Task directions ::
Gather each line of the records where "Vincenzo" appears.
**** Data for analysis ****
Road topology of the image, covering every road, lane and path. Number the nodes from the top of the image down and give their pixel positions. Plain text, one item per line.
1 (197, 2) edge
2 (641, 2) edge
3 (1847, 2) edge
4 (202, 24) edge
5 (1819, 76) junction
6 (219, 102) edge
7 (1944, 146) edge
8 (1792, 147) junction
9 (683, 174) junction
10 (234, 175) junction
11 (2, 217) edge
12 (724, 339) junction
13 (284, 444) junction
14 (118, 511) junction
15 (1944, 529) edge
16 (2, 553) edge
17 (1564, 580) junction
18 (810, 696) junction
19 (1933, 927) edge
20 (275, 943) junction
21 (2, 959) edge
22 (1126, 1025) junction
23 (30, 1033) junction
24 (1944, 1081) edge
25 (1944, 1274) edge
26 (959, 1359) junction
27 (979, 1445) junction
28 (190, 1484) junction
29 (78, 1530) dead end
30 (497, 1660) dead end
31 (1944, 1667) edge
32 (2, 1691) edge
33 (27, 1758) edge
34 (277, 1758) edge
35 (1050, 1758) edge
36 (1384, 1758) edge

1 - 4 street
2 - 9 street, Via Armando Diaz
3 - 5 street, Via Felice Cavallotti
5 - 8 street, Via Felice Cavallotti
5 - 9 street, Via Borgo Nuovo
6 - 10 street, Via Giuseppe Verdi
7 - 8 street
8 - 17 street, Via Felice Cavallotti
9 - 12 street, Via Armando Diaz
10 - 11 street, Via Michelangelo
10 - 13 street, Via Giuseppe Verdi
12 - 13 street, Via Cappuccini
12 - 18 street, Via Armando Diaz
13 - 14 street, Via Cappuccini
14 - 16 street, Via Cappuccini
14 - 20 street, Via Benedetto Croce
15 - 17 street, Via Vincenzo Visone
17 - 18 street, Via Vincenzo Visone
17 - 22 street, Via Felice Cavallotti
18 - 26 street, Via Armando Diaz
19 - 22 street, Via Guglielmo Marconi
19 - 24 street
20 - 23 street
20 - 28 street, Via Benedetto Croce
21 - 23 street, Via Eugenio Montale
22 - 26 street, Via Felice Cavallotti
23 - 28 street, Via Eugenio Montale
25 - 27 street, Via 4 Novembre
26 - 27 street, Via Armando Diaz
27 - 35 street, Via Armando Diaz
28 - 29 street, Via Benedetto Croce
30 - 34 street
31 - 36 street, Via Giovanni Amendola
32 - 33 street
****
Expected output ::
15 - 17 street, Via Vincenzo Visone
17 - 18 street, Via Vincenzo Visone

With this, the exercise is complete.